# Rabbits and Artificial Grass?



## Corneal (Oct 30, 2018)

What would a rabbit do with artificial grass?
And how would artificial grass change when/if peed on?

I'm considering giving my rabbits a patch of it


----------



## bunnygeek (Jul 24, 2018)

I wouldn't bother with it it personally, especially if it's the cheaper sharper stuff. They may well nibble at the plastic.

If it's very soft it might be ok - but it'll be dug at and peed on probably!


----------



## Tiggers (May 27, 2014)

Why would you wish to give your rabbit artificial grass? It would serve no purpose. It can't be eaten, would cause issues if ingested and is most likely toxic if swallowed.


----------



## Corneal (Oct 30, 2018)

Tiggers said:


> Why would you wish to give your rabbit artificial grass? It would serve no purpose. It can't be eaten, would cause issues if ingested and is most likely toxic if swallowed.


I was trying to think of floors for by new bunny, he's blind and used to live in a rescue.
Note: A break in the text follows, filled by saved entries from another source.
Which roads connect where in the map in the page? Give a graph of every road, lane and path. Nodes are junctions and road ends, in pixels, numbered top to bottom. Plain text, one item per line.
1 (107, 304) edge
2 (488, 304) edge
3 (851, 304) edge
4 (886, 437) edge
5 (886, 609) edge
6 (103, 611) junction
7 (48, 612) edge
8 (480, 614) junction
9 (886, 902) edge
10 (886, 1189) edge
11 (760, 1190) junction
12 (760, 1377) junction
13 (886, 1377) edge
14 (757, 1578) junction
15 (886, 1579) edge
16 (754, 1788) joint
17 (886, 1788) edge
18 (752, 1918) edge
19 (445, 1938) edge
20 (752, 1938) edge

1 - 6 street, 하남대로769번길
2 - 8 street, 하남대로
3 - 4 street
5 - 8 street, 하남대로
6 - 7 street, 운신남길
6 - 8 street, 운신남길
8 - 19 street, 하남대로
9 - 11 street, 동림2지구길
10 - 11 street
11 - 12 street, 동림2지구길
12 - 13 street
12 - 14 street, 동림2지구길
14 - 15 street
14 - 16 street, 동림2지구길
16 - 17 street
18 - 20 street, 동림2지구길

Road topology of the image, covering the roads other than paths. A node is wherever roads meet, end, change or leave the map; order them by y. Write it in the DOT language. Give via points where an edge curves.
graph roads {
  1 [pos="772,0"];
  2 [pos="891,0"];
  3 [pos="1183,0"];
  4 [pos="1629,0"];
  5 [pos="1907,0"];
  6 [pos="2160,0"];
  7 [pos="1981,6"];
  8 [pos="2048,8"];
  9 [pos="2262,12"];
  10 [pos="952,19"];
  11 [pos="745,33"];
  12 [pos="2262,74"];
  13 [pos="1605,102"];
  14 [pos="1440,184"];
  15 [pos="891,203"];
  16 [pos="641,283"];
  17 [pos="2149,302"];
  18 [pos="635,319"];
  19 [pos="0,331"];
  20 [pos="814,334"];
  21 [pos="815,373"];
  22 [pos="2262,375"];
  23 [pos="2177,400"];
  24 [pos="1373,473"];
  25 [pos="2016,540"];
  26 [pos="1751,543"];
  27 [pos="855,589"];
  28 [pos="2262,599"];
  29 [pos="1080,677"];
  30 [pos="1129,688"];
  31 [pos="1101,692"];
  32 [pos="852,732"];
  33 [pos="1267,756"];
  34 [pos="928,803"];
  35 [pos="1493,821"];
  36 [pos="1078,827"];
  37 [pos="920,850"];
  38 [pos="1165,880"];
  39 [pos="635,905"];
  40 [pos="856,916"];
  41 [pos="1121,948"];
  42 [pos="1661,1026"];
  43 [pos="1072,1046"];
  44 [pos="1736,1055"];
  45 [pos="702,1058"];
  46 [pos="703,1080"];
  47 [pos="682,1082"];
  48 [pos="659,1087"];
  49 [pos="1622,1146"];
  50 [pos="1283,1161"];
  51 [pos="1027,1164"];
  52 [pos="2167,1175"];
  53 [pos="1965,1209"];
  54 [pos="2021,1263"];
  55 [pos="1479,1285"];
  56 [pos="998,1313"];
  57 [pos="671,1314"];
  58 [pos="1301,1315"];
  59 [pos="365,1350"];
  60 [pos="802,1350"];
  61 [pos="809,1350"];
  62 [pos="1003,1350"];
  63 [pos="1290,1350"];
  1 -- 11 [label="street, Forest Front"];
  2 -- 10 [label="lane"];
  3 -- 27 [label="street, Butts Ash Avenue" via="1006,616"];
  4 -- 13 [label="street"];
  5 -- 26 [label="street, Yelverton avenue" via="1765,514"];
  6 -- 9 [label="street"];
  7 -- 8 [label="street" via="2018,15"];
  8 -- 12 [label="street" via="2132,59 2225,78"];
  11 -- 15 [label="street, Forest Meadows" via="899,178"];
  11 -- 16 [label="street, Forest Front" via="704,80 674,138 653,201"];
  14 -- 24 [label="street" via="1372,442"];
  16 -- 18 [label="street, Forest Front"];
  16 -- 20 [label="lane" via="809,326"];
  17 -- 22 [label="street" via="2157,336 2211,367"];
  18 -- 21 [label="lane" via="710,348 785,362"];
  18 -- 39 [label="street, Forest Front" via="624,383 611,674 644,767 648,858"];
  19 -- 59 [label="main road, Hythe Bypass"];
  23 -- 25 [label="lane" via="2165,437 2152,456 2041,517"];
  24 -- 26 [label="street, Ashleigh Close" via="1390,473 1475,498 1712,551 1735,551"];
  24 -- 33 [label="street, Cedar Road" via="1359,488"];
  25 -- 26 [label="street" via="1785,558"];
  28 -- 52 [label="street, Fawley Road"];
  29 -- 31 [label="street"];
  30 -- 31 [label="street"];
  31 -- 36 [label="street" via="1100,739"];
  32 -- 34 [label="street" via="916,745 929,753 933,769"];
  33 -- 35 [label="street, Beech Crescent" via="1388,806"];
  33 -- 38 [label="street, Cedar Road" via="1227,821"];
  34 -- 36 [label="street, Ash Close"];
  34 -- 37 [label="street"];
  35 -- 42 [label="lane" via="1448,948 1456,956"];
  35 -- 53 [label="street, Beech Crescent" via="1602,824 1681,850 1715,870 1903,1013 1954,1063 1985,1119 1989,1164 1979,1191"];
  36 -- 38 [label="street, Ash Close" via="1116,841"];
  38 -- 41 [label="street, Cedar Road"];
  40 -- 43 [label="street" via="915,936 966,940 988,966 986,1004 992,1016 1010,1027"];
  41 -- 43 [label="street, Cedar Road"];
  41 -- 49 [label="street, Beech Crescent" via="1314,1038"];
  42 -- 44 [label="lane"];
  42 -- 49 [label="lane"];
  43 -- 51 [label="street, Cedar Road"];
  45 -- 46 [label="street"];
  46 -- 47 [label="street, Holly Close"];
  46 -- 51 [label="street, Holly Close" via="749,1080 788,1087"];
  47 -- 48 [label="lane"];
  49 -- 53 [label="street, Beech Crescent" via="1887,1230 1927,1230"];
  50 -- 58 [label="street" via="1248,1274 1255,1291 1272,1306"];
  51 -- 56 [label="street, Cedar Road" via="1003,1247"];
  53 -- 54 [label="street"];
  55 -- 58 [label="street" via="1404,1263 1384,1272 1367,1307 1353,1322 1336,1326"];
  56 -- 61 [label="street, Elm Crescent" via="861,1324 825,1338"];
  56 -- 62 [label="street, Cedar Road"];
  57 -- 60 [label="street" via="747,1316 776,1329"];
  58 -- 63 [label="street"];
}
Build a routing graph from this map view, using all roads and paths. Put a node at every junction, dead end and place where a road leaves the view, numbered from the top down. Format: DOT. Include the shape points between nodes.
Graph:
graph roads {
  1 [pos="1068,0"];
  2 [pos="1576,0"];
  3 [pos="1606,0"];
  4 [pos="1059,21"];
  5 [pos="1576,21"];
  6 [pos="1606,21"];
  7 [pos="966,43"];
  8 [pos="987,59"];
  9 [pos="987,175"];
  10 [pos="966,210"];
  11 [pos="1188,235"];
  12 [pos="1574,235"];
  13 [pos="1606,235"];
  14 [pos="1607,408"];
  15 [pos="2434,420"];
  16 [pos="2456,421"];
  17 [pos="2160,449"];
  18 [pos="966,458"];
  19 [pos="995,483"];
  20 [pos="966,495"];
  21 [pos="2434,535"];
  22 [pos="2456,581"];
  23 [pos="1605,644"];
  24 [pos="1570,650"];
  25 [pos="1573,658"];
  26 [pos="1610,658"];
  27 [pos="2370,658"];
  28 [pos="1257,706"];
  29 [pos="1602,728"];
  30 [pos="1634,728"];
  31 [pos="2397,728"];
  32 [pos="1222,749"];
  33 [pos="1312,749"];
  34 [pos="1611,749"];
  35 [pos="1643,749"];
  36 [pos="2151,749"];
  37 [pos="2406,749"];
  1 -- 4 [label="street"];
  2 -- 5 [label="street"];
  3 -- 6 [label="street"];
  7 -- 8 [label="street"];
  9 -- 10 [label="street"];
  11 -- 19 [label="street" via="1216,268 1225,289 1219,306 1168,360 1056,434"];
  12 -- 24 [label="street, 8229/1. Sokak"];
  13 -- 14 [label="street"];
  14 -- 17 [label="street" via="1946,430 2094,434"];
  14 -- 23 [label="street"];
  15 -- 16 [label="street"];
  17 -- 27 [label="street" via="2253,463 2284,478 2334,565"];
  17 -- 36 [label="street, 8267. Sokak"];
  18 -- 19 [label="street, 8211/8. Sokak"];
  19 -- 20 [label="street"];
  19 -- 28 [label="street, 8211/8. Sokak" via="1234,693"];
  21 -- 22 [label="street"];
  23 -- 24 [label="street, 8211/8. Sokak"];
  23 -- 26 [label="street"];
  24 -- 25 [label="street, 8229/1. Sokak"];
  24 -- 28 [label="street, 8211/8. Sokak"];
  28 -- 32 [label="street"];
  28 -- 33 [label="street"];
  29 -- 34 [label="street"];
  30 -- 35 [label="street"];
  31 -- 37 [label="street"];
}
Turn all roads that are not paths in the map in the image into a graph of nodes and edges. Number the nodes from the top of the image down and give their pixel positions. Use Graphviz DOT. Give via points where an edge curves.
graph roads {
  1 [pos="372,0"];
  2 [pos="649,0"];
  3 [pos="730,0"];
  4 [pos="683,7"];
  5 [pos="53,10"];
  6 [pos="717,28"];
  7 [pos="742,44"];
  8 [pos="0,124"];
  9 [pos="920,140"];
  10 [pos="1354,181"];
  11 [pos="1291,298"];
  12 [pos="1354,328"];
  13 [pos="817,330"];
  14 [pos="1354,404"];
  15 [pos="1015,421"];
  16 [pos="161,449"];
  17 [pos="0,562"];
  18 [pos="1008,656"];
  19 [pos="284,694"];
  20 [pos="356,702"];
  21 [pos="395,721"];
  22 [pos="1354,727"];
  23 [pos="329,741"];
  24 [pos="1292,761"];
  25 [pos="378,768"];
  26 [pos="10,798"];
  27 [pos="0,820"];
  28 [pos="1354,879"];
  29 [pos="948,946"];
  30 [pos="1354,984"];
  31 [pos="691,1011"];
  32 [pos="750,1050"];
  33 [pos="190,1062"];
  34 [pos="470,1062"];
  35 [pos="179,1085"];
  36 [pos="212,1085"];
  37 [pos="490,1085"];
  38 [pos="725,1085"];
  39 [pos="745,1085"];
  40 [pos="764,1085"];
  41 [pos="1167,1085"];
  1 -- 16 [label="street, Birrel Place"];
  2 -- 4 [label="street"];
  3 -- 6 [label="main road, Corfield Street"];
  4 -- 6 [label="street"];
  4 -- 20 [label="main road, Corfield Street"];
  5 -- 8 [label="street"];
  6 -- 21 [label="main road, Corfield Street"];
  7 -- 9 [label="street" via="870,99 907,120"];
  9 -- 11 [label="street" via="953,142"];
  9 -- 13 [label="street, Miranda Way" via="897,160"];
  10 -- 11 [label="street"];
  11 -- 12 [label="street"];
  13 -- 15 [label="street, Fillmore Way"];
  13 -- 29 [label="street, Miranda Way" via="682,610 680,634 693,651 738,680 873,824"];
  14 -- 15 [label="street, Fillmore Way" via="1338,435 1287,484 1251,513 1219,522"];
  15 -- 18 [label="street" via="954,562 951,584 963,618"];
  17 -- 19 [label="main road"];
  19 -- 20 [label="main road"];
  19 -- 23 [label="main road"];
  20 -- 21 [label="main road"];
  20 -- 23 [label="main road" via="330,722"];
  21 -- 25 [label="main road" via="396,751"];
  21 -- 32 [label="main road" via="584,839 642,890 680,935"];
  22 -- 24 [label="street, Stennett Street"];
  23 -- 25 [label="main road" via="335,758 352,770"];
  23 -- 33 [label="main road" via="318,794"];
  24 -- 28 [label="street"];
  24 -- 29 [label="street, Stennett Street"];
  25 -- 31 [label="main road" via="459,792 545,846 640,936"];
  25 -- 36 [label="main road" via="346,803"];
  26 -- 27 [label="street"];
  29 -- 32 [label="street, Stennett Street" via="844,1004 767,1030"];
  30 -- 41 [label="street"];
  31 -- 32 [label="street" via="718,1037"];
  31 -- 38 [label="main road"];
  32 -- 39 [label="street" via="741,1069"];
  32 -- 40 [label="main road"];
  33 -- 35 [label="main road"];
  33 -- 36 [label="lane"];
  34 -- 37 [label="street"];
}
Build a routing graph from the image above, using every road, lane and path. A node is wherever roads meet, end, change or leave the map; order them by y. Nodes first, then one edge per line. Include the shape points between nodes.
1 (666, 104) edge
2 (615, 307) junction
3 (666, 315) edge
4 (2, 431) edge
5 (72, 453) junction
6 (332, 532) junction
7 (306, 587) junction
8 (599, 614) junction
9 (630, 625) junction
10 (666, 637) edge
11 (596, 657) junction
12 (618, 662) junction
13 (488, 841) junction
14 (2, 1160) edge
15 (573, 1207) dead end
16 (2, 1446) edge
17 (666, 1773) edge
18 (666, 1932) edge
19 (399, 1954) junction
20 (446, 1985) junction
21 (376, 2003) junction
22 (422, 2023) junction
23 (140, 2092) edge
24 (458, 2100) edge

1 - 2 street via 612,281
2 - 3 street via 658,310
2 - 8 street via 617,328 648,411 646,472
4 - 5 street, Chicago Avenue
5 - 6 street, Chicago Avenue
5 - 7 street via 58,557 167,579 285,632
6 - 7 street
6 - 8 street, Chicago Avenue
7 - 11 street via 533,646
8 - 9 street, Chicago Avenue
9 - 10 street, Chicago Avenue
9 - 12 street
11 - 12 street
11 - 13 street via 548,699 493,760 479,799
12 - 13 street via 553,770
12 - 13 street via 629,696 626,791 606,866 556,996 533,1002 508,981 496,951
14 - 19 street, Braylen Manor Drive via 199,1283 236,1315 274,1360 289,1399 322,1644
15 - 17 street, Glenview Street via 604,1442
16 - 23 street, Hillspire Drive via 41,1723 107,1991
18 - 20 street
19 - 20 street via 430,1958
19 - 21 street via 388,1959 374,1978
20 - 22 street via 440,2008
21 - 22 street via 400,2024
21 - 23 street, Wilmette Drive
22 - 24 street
His old enclosure has sawdust and hay all over the floor, but his new enclosure is laminate flooring and I was trying to think of floors that would prevent him from slipping over, but not a carpet or rug


----------



## Linda Weasel (Mar 5, 2014)

What about some sort of ‘rubber’ matting.
Non-slip, easy clean and you could put shavings or whatever on so it’s still what he’s used to.


----------